# Closed for remodel



## alloy (May 20, 2017)

I'm out of town this weekend at a swap meet in Monroe, WA.  At 5:30 this morning we went to McDonald's for some Mcmuffins.   The sign we saw says closed for remodel.

Somehow I think I might have chosen a word other than "remodel" to describe what's going on


----------



## woodchucker (May 20, 2017)

alloy said:


> I'm out of town this weekend at a swap meet in Monroe, WA.  At 5:30 this morning we sent to McDonald's for some Mcmuffins.   The sign we saw says closed for remodeled.
> 
> Somehow I think I might have chosen a word other than "remodel" to describe what's going on
> 
> View attachment 233805



Well you missed the word MAJOR


----------



## 4GSR (May 20, 2017)

Looks major alright. No building, just leveled ground!

I always heard that the original McDonald's restaurant buildings had basements to them.  Anyone know if that was true or not?


----------



## cvairwerks (May 21, 2017)

The one I worked in did. Probably 2/3 the square footage of the street level part of the building. We had a big walk in freezer, lots of dry storage and the carbonation and syrup systems for the drink dispensers down there. There was also a crew break area and a couple of offices.


----------



## kvt (May 21, 2017)

They seem to be doing that more and more,   bulldoze the old one down and start fresh.   Seems a waste to me but I guess to them it is not.


----------



## higgite (May 21, 2017)

Ha! McDonald's has a sense of humor. Who knew?

Tom


----------



## cvairwerks (May 21, 2017)

Lot of times it's simply faster to doze it off and build new. If there has been much of a electrical or gas code change, the cost to redo old piping or electrical to the new code can greatly exceed the cost to do a new install. When ours got remodeled, the cost to redo the electrical was getting close enough to simply replace the building, but we were in a time crunch and the contractors only had two weeks to gut and redo the building. Dozing and replacing wasn't even considered back then.


----------



## alloy (May 21, 2017)

woochucker said:


> Well you missed the word MAJOR



Yup you got me on that one for sure.

I guess I was under the mistaken impression that remodle meant to update or upgrade and existing structure.  

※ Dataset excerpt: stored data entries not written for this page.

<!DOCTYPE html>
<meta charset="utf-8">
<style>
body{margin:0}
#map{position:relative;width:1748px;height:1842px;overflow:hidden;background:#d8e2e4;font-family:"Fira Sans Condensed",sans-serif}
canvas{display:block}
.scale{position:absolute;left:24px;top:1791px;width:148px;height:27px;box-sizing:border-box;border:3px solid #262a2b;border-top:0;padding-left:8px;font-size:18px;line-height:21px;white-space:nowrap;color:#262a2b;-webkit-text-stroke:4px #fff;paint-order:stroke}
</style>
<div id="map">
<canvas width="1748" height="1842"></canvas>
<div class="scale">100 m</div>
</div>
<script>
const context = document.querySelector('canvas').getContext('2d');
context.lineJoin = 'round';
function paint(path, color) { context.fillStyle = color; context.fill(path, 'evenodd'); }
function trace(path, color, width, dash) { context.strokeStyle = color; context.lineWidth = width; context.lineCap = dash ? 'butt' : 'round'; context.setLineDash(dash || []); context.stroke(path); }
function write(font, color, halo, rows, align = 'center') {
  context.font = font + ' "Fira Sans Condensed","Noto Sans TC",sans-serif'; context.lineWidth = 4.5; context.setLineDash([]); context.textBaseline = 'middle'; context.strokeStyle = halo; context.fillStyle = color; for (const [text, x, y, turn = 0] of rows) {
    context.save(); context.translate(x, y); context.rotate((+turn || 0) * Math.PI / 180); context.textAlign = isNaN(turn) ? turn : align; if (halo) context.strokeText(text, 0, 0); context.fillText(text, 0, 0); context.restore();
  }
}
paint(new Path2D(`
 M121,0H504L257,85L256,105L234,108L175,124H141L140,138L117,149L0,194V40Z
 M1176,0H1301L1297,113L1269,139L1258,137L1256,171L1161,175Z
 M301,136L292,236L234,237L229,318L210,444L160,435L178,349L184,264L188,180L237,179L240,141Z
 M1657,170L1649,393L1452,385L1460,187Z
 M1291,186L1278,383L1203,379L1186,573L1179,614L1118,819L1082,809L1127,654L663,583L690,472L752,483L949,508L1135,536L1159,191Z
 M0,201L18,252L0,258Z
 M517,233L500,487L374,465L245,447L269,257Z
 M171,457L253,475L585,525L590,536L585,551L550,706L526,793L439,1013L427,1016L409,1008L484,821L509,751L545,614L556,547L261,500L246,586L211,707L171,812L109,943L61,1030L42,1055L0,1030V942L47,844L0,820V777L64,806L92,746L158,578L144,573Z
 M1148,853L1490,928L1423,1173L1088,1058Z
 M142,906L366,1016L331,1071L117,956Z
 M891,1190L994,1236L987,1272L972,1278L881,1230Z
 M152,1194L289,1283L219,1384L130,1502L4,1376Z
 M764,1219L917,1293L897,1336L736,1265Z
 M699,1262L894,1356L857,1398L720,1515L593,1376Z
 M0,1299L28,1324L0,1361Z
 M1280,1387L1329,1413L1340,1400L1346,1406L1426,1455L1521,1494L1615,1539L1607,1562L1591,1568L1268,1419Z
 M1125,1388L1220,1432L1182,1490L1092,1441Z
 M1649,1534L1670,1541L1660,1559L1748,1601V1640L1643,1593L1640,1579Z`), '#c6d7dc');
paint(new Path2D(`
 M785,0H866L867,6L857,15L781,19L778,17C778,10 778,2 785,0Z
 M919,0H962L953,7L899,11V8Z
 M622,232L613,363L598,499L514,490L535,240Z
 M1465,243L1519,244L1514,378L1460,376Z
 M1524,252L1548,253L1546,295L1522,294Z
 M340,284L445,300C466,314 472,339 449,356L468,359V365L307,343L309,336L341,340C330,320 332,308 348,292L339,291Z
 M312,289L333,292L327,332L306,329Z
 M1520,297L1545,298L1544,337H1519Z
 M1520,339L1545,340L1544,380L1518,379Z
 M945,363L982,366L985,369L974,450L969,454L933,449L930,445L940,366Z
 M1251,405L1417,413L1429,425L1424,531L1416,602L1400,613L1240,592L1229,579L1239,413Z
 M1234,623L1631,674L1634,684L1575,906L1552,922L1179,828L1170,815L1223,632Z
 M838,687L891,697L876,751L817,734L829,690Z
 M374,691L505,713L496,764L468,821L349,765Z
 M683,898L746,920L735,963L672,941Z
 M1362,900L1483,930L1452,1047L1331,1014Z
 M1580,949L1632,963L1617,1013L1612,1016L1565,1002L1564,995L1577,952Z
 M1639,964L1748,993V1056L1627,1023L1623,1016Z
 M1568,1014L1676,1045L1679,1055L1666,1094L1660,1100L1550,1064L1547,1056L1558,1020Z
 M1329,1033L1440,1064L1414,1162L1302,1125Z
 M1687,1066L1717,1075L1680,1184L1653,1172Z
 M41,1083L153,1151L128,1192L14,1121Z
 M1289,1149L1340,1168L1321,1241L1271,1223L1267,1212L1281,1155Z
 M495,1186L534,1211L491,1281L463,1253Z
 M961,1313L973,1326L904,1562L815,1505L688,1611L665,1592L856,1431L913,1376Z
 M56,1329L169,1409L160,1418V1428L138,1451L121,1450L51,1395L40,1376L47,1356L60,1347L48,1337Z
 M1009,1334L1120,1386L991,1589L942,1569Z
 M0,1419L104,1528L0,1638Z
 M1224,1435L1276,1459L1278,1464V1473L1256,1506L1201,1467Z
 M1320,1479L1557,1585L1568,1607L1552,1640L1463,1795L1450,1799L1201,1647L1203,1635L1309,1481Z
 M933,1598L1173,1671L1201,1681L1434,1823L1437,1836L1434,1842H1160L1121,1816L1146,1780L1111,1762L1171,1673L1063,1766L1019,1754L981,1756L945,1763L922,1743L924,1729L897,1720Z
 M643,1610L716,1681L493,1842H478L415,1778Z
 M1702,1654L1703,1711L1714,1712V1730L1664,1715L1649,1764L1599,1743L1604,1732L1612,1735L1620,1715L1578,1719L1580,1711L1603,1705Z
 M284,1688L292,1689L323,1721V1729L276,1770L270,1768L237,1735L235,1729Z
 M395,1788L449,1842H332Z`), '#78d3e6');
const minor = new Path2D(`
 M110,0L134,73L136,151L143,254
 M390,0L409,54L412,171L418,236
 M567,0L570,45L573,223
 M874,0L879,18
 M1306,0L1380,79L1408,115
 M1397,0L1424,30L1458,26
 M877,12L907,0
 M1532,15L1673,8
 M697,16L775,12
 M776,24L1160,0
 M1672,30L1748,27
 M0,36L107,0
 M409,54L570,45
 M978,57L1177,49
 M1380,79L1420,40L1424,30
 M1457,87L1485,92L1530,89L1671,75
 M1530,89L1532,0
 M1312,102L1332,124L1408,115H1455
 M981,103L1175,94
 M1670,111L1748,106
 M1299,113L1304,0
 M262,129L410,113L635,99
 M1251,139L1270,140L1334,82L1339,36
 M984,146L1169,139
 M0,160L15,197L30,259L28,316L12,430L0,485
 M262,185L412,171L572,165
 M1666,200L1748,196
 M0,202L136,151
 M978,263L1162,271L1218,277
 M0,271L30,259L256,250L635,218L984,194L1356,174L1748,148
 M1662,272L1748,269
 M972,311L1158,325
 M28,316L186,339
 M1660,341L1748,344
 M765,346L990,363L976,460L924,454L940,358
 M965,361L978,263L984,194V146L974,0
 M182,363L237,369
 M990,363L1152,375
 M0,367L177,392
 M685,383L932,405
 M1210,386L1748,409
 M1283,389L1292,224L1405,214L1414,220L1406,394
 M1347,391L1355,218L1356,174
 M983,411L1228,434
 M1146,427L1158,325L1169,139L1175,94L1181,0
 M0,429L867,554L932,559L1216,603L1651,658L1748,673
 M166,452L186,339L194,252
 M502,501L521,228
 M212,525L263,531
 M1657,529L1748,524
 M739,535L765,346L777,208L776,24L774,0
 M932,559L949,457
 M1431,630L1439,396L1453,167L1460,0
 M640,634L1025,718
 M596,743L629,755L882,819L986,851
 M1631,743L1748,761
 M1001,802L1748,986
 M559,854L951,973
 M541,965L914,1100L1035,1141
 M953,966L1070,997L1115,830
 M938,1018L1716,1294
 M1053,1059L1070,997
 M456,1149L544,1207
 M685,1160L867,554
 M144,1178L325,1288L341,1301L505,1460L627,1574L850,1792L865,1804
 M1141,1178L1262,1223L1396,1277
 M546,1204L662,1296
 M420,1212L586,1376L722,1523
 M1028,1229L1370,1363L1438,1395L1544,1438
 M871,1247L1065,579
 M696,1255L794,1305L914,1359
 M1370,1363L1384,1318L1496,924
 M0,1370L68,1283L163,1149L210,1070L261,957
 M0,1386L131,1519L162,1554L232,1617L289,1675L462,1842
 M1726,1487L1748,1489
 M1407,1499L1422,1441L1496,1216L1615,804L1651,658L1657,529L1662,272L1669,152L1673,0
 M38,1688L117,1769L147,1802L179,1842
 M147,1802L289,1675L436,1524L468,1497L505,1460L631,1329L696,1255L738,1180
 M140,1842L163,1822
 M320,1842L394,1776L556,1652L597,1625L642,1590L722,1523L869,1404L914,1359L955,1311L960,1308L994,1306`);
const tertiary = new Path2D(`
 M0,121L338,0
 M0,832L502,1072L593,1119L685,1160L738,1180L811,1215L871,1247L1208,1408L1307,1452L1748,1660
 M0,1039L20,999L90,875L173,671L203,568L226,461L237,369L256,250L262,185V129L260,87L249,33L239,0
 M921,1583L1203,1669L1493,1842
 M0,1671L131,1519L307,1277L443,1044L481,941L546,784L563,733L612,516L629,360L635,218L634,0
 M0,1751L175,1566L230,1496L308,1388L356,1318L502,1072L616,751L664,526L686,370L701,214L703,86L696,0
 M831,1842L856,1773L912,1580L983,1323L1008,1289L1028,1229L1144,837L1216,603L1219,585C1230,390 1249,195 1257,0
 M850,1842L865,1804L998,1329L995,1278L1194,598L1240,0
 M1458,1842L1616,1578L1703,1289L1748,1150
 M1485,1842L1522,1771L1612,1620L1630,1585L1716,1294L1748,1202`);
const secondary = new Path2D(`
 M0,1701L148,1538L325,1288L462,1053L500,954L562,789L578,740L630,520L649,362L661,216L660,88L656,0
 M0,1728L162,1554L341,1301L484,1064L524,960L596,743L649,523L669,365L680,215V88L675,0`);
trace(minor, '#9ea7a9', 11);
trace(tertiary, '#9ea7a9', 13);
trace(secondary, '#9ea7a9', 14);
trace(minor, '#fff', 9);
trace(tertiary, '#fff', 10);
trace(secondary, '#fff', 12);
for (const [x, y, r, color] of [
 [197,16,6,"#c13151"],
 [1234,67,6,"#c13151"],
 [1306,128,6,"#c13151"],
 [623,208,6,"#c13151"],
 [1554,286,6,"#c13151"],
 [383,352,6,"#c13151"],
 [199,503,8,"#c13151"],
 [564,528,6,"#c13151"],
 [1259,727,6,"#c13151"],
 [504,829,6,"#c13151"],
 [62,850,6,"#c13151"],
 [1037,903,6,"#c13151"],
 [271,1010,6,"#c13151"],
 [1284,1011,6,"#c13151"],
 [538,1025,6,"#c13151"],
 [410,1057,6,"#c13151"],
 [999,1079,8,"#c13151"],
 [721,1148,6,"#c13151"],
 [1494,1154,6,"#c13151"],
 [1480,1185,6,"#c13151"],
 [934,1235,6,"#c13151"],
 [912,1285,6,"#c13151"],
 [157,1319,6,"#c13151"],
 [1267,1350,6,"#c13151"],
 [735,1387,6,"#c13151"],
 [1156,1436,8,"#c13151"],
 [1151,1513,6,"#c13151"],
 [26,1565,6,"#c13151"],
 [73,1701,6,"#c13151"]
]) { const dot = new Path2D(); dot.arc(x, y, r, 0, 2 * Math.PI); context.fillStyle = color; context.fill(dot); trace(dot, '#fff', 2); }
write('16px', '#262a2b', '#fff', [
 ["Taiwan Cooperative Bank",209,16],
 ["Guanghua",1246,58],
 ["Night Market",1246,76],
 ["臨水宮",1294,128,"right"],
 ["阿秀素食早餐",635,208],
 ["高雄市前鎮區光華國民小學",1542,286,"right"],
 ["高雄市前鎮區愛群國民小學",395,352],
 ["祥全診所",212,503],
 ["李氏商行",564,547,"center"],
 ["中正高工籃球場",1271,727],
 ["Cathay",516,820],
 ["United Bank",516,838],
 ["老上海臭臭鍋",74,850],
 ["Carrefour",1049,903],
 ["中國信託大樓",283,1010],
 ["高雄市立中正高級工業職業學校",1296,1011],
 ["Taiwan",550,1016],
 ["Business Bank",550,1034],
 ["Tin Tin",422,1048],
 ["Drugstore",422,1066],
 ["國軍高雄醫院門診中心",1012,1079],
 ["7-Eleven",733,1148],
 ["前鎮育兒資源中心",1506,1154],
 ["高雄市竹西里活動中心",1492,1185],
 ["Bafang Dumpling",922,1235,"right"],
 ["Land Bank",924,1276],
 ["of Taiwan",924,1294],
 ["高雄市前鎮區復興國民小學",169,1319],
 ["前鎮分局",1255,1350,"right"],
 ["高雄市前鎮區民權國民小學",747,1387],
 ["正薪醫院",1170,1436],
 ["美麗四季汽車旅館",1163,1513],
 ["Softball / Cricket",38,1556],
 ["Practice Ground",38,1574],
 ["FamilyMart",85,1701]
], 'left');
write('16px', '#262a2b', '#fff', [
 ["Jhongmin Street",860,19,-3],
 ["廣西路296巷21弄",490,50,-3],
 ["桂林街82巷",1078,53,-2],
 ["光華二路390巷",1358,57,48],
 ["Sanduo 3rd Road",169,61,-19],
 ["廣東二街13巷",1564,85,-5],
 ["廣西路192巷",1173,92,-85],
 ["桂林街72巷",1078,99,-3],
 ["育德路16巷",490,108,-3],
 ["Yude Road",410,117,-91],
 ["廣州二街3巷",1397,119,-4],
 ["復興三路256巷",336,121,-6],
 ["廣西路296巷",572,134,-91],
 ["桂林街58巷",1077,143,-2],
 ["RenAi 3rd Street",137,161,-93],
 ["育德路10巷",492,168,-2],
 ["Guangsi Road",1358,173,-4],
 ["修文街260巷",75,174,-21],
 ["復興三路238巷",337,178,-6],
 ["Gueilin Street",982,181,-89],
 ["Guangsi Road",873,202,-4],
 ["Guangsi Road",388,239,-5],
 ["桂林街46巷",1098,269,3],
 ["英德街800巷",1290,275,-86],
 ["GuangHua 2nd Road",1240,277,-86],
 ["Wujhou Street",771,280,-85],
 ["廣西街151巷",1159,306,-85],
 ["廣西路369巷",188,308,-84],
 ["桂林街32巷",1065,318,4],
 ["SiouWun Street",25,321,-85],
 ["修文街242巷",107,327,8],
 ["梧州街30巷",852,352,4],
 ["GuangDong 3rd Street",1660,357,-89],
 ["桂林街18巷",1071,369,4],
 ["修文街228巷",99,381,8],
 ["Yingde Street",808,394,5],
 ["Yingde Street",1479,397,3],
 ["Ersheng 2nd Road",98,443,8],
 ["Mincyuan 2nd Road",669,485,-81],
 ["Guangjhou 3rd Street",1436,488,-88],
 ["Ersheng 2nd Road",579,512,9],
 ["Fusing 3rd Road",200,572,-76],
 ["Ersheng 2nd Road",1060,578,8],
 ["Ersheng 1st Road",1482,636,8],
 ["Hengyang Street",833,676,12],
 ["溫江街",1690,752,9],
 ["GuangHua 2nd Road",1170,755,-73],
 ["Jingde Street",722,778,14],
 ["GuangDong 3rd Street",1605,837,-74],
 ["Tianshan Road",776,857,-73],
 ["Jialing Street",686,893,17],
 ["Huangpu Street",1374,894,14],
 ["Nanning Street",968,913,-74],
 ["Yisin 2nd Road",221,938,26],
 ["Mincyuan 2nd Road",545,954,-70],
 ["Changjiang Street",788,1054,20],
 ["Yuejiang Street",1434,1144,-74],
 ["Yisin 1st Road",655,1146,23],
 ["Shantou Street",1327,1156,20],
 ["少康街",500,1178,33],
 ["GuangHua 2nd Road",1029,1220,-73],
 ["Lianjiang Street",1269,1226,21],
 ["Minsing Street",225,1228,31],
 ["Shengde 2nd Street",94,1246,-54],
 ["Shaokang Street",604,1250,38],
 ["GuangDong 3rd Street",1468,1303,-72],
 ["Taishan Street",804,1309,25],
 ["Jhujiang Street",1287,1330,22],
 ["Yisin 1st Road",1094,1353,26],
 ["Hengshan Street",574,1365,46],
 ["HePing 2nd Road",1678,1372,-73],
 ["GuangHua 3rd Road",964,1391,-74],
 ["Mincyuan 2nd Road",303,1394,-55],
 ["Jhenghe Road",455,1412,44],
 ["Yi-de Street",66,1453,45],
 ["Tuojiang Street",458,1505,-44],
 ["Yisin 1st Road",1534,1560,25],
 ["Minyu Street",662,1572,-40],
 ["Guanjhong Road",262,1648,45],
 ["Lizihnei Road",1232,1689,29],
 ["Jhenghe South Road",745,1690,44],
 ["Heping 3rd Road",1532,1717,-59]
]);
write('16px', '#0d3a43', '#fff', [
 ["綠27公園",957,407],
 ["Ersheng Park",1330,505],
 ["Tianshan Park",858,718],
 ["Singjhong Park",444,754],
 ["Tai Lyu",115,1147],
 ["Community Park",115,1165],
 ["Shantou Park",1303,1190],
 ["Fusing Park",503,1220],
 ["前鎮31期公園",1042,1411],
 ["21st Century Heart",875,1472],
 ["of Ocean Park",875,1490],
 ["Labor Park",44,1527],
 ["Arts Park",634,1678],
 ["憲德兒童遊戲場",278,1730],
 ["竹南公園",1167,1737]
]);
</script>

When we were in there in October it looked very up to date then.  But I guess Ronald needed new digs.


----------



## chips&more (May 21, 2017)

Gotta tell you a short story about my trip to Tokyo Japan and the Mc Donald’s I went into there. Dirt/land in VERY expensive in Tokyo. So, most buildings go up and not out. The Mc Donald’s restaurant I noticed was no different. The building was no wider than the front door. When inside with your arms out you could touch both sides of the walls! I can’t exactly remember, maybe it was 4 or 5 stories high? But only about 4 ½’ wide! On the flip side, the Lego headquarters in Tokyo had a full size passenger jet made out of Legos on the ground floor in there building!!!


----------